(Entries taken from a collection)
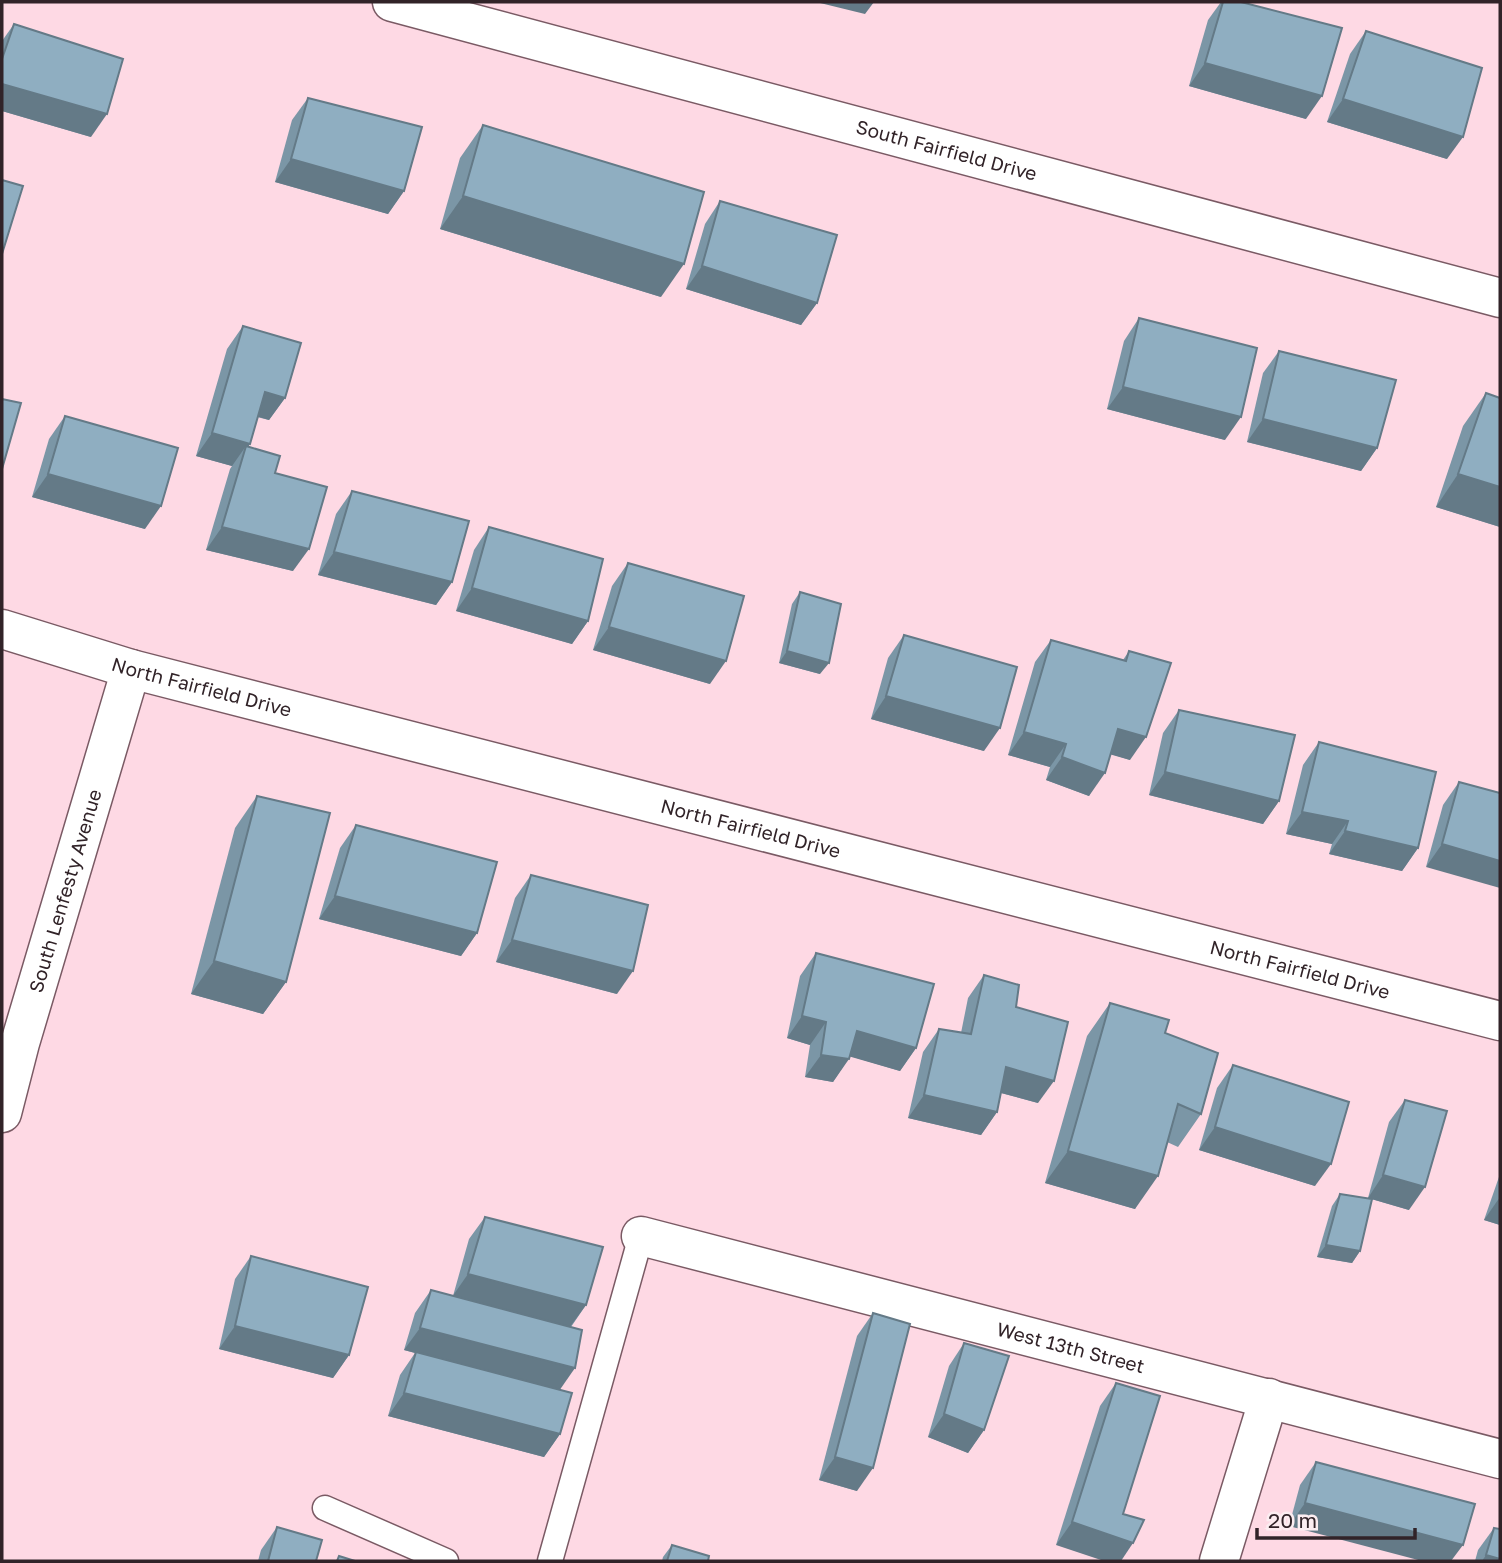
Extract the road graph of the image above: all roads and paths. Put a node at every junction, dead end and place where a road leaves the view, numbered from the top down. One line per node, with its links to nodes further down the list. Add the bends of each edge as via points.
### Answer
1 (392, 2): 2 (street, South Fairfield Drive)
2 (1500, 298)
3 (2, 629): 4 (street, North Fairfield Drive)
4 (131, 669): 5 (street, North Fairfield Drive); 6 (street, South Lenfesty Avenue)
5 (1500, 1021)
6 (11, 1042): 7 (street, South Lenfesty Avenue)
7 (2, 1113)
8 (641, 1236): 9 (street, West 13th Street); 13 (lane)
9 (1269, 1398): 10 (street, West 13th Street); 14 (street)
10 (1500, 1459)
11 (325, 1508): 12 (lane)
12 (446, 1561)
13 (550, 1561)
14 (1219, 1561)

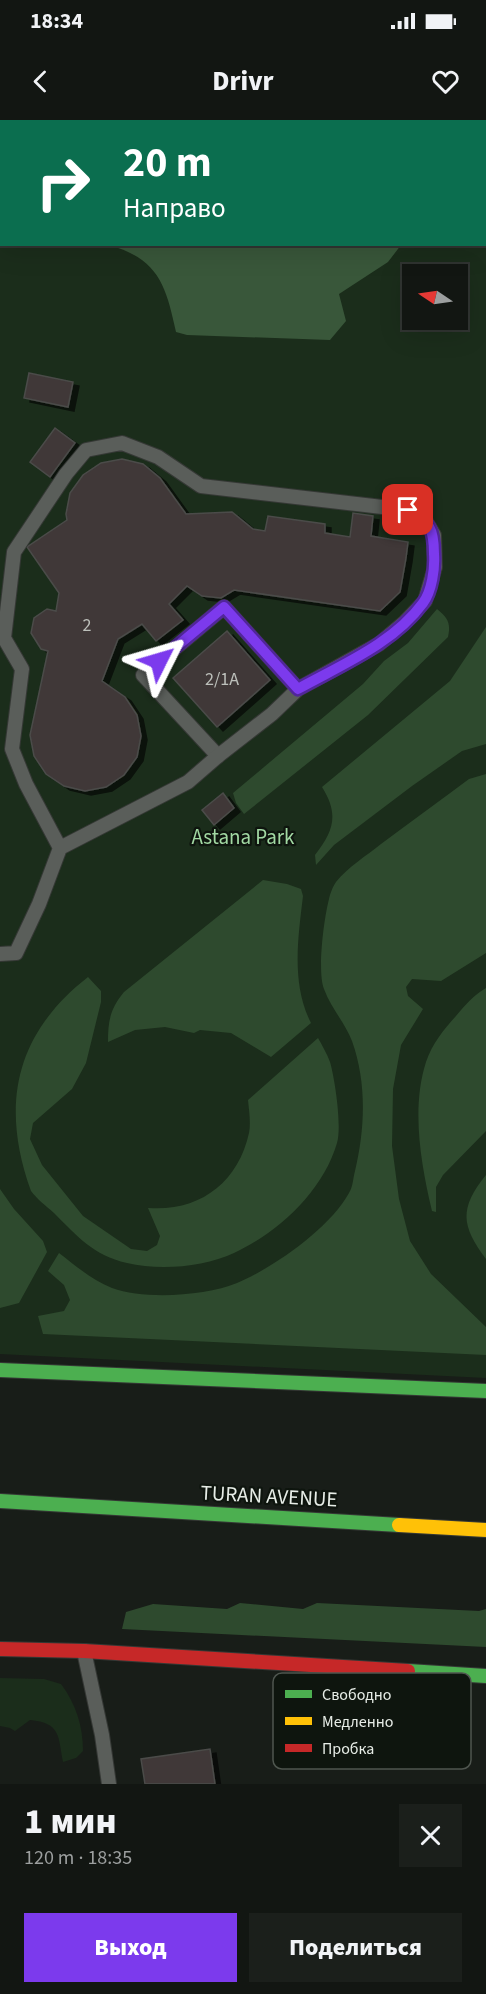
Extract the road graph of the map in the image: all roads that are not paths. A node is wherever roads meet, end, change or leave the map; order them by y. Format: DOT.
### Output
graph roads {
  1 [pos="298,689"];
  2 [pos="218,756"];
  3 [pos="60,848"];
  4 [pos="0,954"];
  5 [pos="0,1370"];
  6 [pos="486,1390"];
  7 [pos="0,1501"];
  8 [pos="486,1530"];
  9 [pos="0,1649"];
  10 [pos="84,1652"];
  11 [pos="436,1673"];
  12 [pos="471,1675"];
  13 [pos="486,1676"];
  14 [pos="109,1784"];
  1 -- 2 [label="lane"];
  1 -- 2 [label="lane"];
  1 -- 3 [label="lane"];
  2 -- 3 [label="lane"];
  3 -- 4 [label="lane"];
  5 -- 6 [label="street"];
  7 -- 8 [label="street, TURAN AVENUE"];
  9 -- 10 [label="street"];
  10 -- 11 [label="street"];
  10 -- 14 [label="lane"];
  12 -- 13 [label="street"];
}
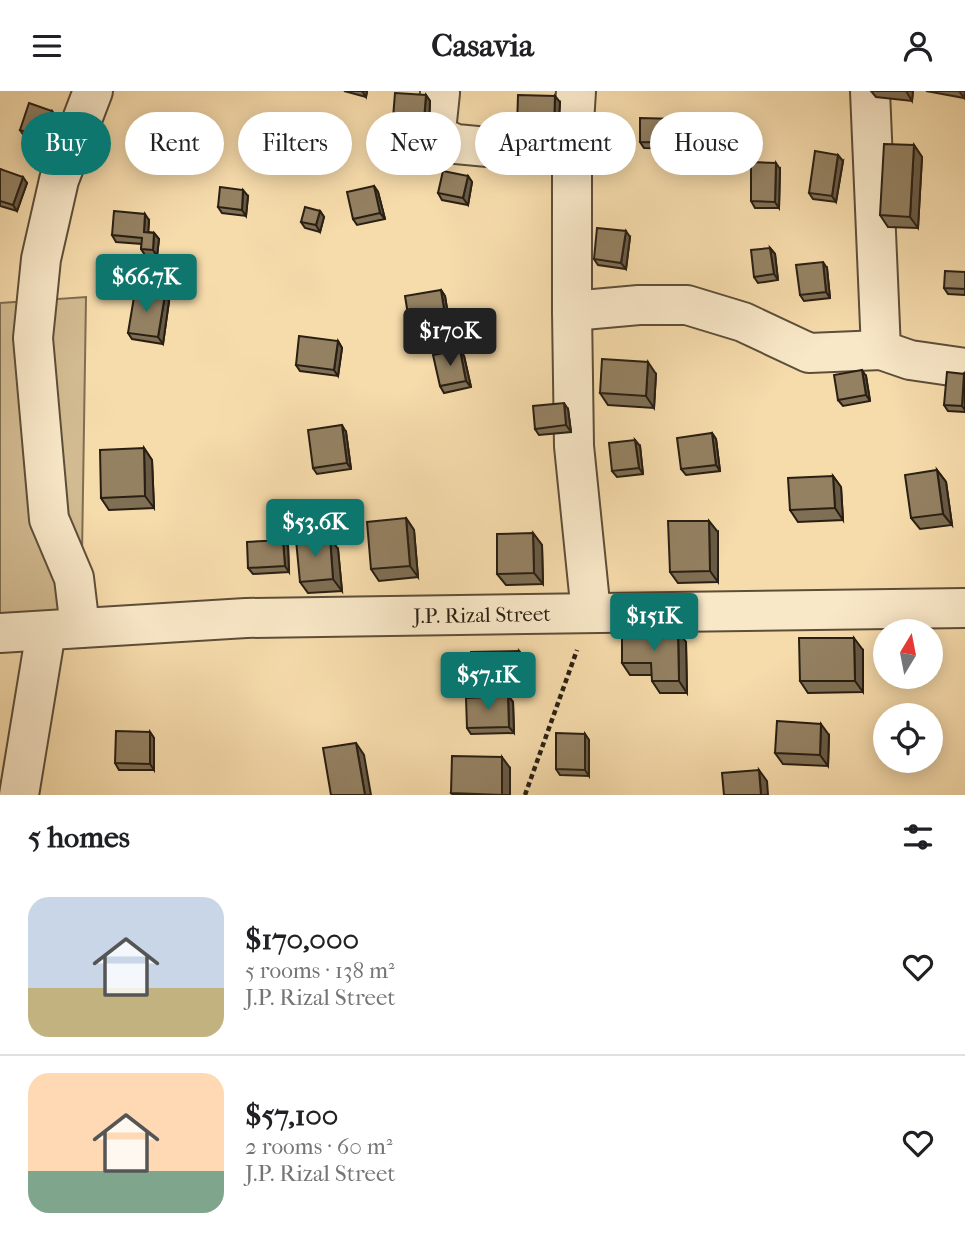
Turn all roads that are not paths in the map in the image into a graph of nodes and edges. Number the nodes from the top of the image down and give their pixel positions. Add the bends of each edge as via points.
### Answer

WHAT YOU SHOULD DO:
For the string "that", show each line of the entries above where it occurs.

WRITTEN RESPONSE:
Extract the road graph of the map in the image: all roads that are not paths. A node is wherever roads meet, end, change or leave the map; order them by y. Format: DOT.
Turn all roads that are not paths in the map in the image into a graph of nodes and edges. Number the nodes from the top of the image down and give their pixel positions. Add the bends of each edge as via points.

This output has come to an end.